Work to complete: A single number is the answer here: the count of lines in the records below in which the word "Close" appears.

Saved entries
Start of Block
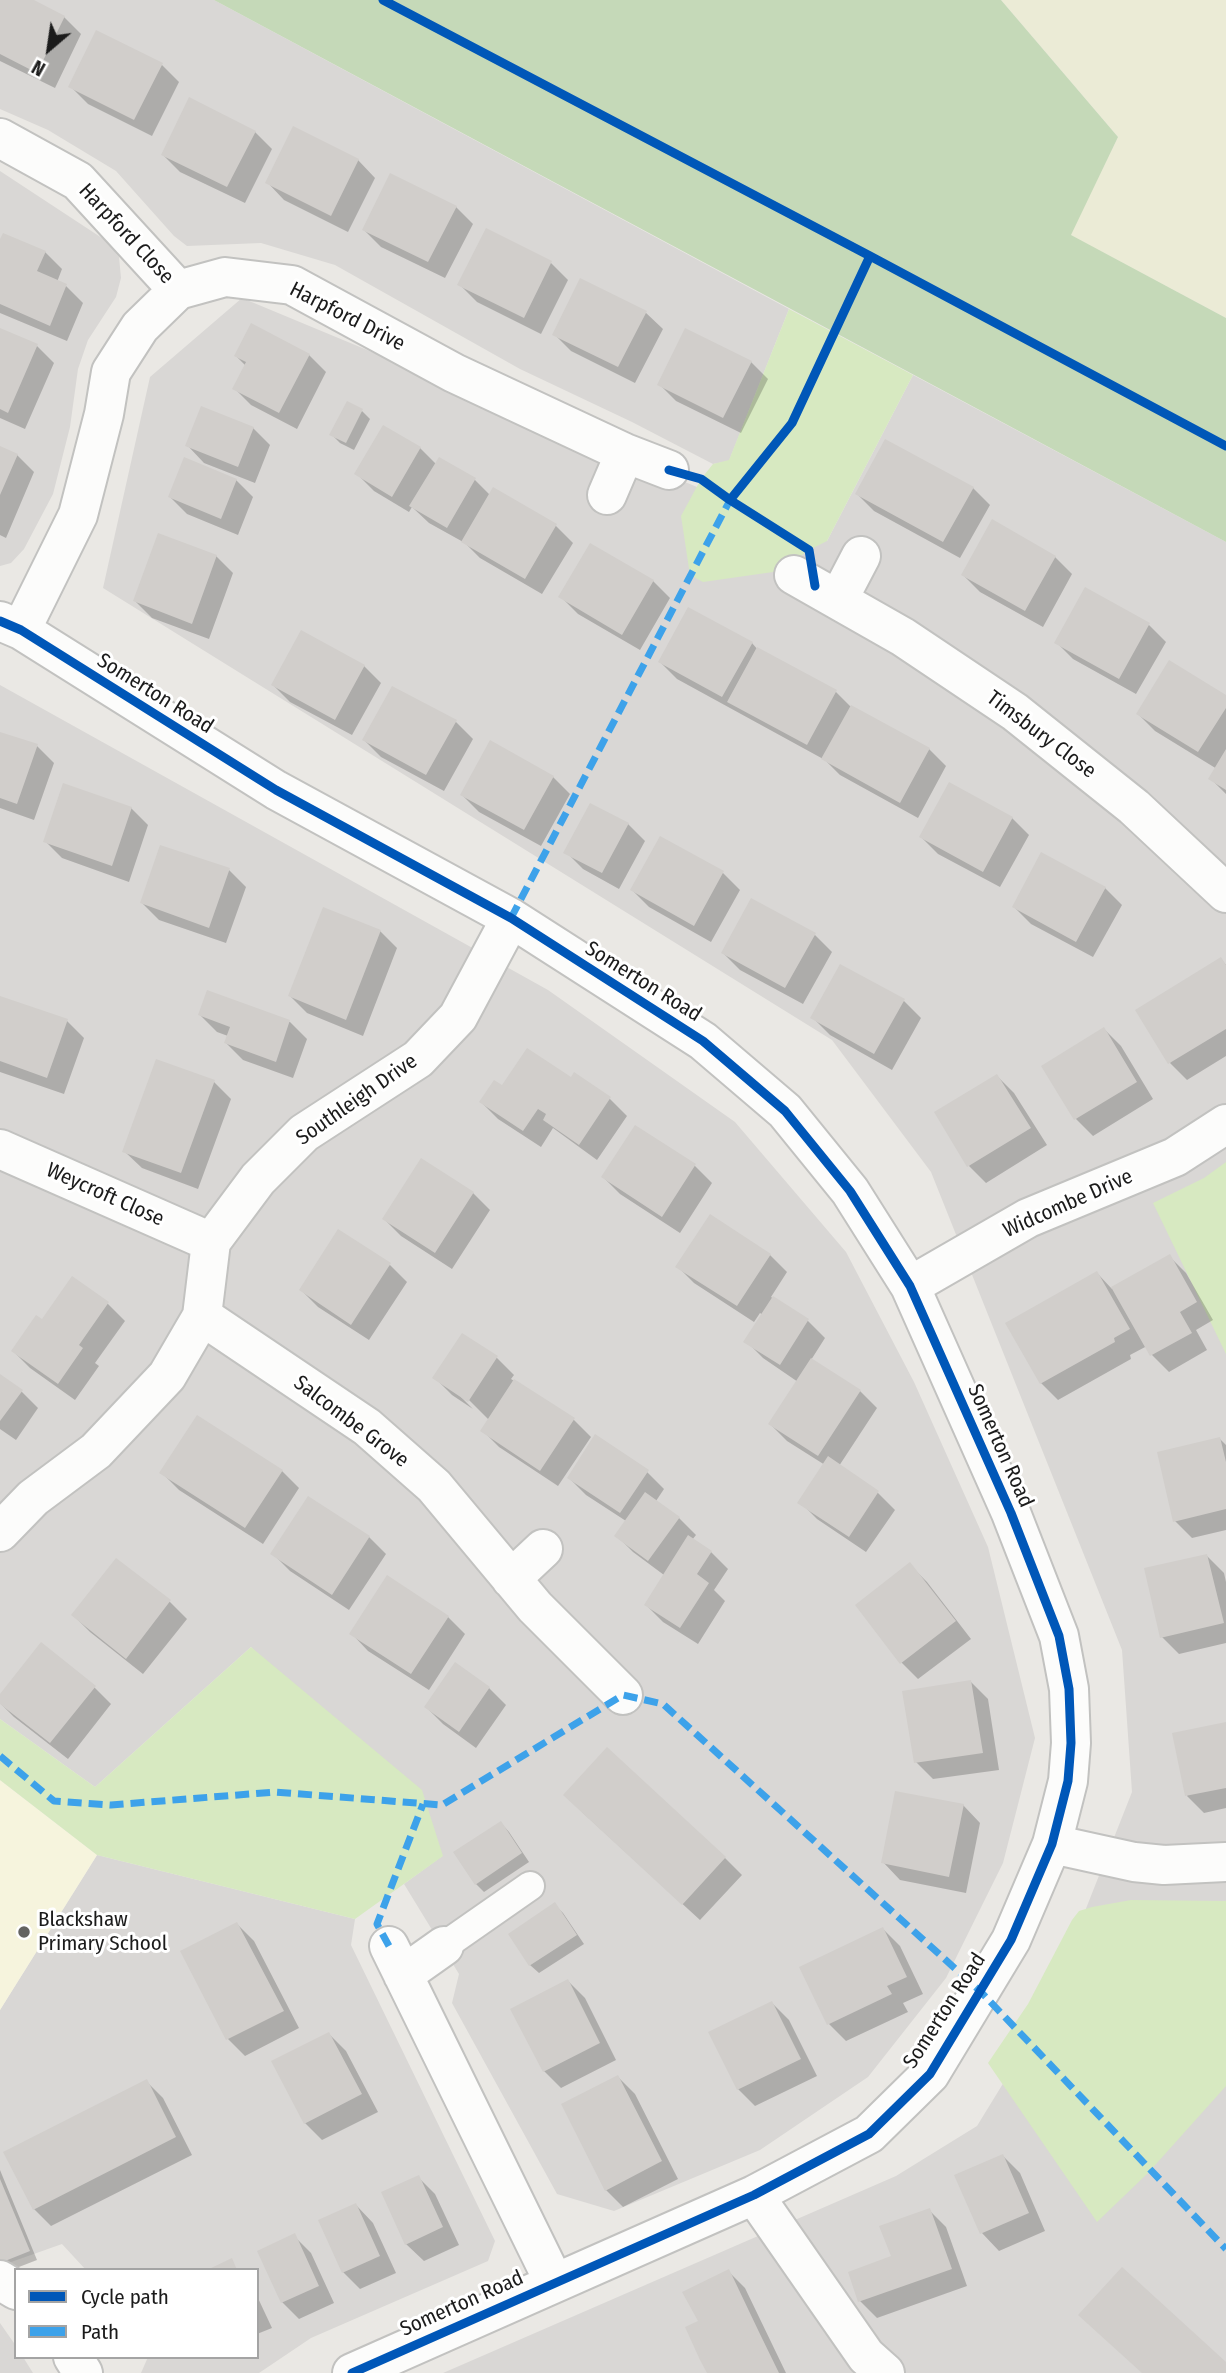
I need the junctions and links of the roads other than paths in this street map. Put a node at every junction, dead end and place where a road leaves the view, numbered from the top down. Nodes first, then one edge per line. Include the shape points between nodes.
1 (0, 138) edge
2 (178, 290) junction
3 (625, 453) junction
4 (669, 470) dead end
5 (607, 495) dead end
6 (862, 556) dead end
7 (794, 575) dead end
8 (838, 600) junction
9 (10, 625) edge
10 (1226, 893) edge
11 (511, 918) junction
12 (1226, 1124) edge
13 (0, 1149) edge
14 (211, 1241) junction
15 (910, 1286) junction
16 (202, 1316) junction
17 (0, 1532) edge
18 (543, 1549) dead end
19 (510, 1578) junction
20 (623, 1695) dead end
21 (1052, 1844) junction
22 (1226, 1862) edge
23 (530, 1886) dead end
24 (444, 1946) joint
25 (754, 2195) junction
26 (554, 2282) junction
27 (866, 2367) edge
28 (352, 2373) edge

1 - 2 street, Harpford Close via 78,181
2 - 3 street, Harpford Drive via 225,277 292,285 454,373
2 - 9 street, Harpford Drive via 140,327 111,372 78,515
3 - 4 street, Harpford Drive
3 - 5 street
6 - 8 street
7 - 8 street, Timsbury Close
8 - 10 street, Timsbury Close via 904,637 1015,712 1134,807
9 - 11 street, Somerton Road via 276,790
11 - 14 street, Southleigh Drive via 458,1017 418,1059 304,1133 258,1179
11 - 15 street, Somerton Road via 704,1041 785,1111 850,1191
12 - 15 street, Widcombe Drive via 1175,1157 1028,1218
13 - 14 street, Weycroft Close
14 - 16 street
15 - 21 street, Somerton Road via 1011,1513 1059,1636 1069,1689 1071,1743 1068,1781
16 - 17 street via 167,1376 96,1451 33,1498
16 - 19 street, Salcombe Grove via 367,1427 434,1486
18 - 19 street
19 - 20 street, Salcombe Grove
21 - 22 street via 1134,1862
21 - 25 street, Somerton Road via 1011,1940 930,2074 869,2134
23 - 24 lane, Somerton Road
24 - 26 street, Somerton Road via 396,1960
25 - 26 street, Somerton Road
25 - 27 street
26 - 28 street, Somerton Road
End of Block
Output for this exercise: 4